What is needed :: Omit every picture and return the rest of the data unaltered.

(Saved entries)
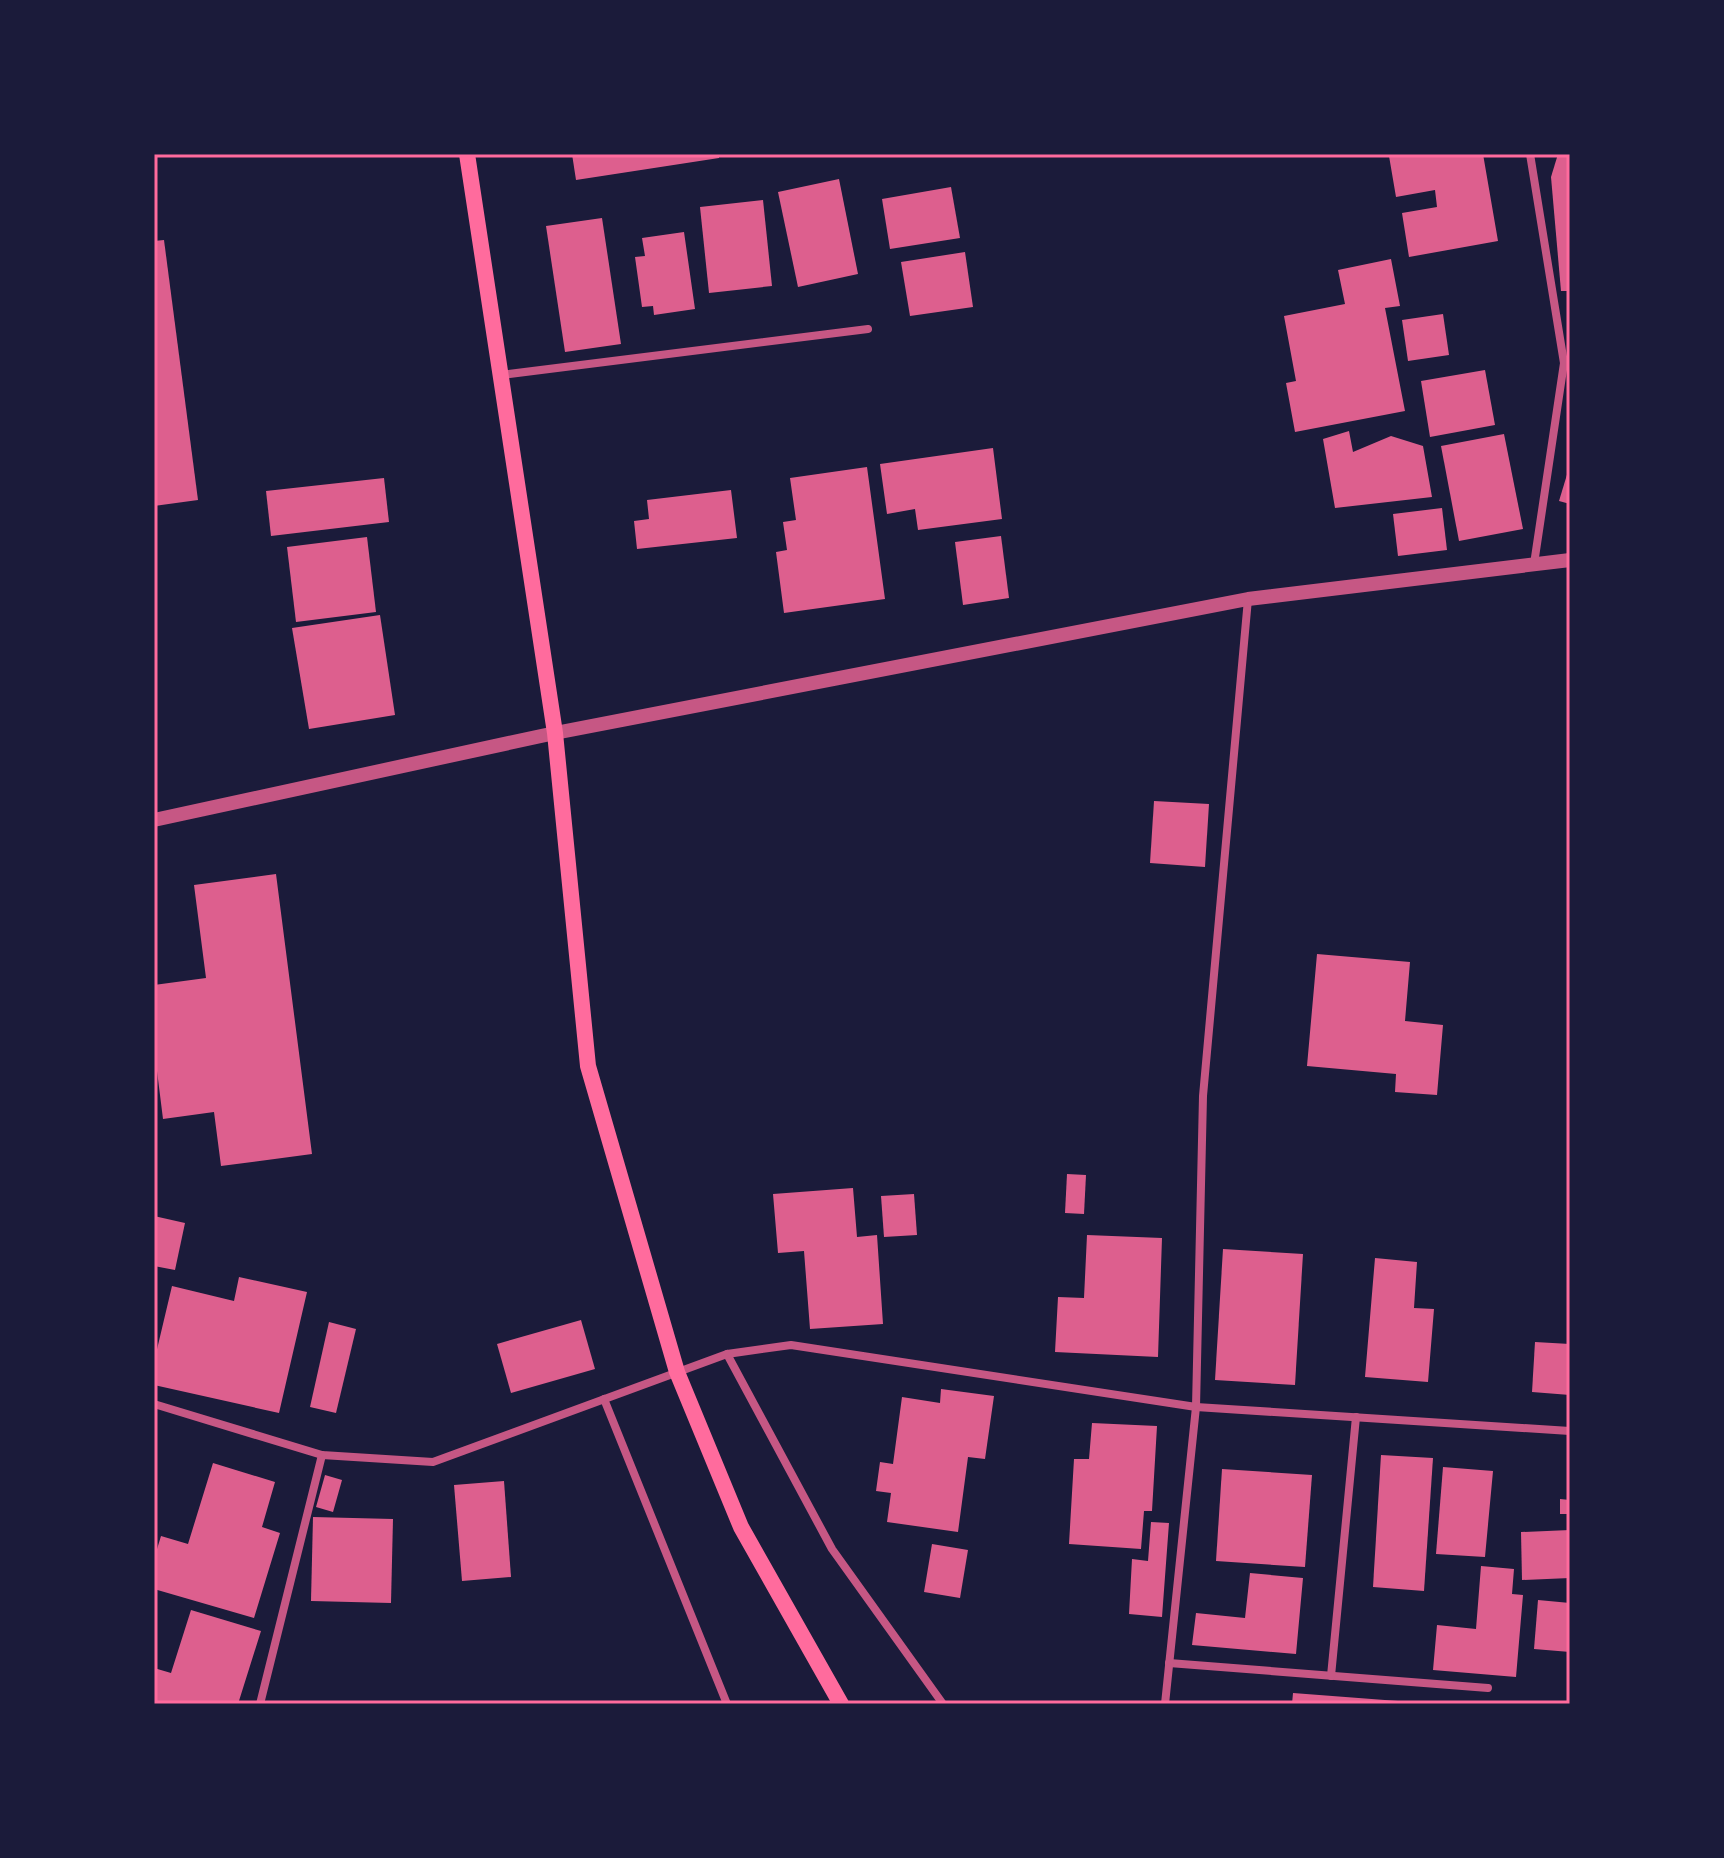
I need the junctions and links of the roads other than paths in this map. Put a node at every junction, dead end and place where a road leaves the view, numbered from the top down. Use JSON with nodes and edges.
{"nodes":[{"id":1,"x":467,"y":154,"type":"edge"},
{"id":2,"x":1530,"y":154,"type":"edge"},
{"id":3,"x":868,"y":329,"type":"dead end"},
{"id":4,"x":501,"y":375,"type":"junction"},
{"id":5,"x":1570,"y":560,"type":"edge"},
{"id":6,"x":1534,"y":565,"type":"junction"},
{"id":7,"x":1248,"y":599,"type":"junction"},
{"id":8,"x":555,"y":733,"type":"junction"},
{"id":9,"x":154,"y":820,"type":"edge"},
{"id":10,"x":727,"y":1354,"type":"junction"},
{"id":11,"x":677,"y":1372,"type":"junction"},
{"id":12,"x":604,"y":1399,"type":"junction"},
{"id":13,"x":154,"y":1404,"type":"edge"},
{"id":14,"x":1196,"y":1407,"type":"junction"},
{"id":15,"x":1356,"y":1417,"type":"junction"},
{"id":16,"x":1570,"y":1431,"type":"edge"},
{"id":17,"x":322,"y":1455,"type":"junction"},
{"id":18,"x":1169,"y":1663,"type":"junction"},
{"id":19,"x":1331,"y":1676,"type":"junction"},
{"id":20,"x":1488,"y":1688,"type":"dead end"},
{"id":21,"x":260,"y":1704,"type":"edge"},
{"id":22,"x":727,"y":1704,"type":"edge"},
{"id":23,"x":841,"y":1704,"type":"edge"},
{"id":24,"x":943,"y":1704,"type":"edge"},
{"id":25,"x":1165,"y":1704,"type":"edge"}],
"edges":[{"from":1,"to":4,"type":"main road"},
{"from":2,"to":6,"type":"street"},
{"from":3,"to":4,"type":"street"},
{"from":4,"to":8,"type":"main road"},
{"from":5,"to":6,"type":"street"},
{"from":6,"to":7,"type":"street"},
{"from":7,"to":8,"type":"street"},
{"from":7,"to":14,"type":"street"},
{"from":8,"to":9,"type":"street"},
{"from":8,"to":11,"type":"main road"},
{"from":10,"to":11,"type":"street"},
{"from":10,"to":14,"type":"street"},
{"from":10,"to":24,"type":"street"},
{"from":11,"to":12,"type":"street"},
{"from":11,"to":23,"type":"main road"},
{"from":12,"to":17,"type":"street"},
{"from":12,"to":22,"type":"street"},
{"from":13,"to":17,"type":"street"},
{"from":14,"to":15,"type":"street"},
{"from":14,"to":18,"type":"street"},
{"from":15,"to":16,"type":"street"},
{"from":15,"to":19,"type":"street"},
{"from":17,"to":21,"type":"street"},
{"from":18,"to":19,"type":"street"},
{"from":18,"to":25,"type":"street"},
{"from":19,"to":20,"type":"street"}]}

Task answer ::
I need the junctions and links of the roads other than paths in this map. Put a node at every junction, dead end and place where a road leaves the view, numbered from the top down. Use JSON with nodes and edges.
{"nodes":[{"id":1,"x":467,"y":154,"type":"edge"},
{"id":2,"x":1530,"y":154,"type":"edge"},
{"id":3,"x":868,"y":329,"type":"dead end"},
{"id":4,"x":501,"y":375,"type":"junction"},
{"id":5,"x":1570,"y":560,"type":"edge"},
{"id":6,"x":1534,"y":565,"type":"junction"},
{"id":7,"x":1248,"y":599,"type":"junction"},
{"id":8,"x":555,"y":733,"type":"junction"},
{"id":9,"x":154,"y":820,"type":"edge"},
{"id":10,"x":727,"y":1354,"type":"junction"},
{"id":11,"x":677,"y":1372,"type":"junction"},
{"id":12,"x":604,"y":1399,"type":"junction"},
{"id":13,"x":154,"y":1404,"type":"edge"},
{"id":14,"x":1196,"y":1407,"type":"junction"},
{"id":15,"x":1356,"y":1417,"type":"junction"},
{"id":16,"x":1570,"y":1431,"type":"edge"},
{"id":17,"x":322,"y":1455,"type":"junction"},
{"id":18,"x":1169,"y":1663,"type":"junction"},
{"id":19,"x":1331,"y":1676,"type":"junction"},
{"id":20,"x":1488,"y":1688,"type":"dead end"},
{"id":21,"x":260,"y":1704,"type":"edge"},
{"id":22,"x":727,"y":1704,"type":"edge"},
{"id":23,"x":841,"y":1704,"type":"edge"},
{"id":24,"x":943,"y":1704,"type":"edge"},
{"id":25,"x":1165,"y":1704,"type":"edge"}],
"edges":[{"from":1,"to":4,"type":"main road"},
{"from":2,"to":6,"type":"street"},
{"from":3,"to":4,"type":"street"},
{"from":4,"to":8,"type":"main road"},
{"from":5,"to":6,"type":"street"},
{"from":6,"to":7,"type":"street"},
{"from":7,"to":8,"type":"street"},
{"from":7,"to":14,"type":"street"},
{"from":8,"to":9,"type":"street"},
{"from":8,"to":11,"type":"main road"},
{"from":10,"to":11,"type":"street"},
{"from":10,"to":14,"type":"street"},
{"from":10,"to":24,"type":"street"},
{"from":11,"to":12,"type":"street"},
{"from":11,"to":23,"type":"main road"},
{"from":12,"to":17,"type":"street"},
{"from":12,"to":22,"type":"street"},
{"from":13,"to":17,"type":"street"},
{"from":14,"to":15,"type":"street"},
{"from":14,"to":18,"type":"street"},
{"from":15,"to":16,"type":"street"},
{"from":15,"to":19,"type":"street"},
{"from":17,"to":21,"type":"street"},
{"from":18,"to":19,"type":"street"},
{"from":18,"to":25,"type":"street"},
{"from":19,"to":20,"type":"street"}]}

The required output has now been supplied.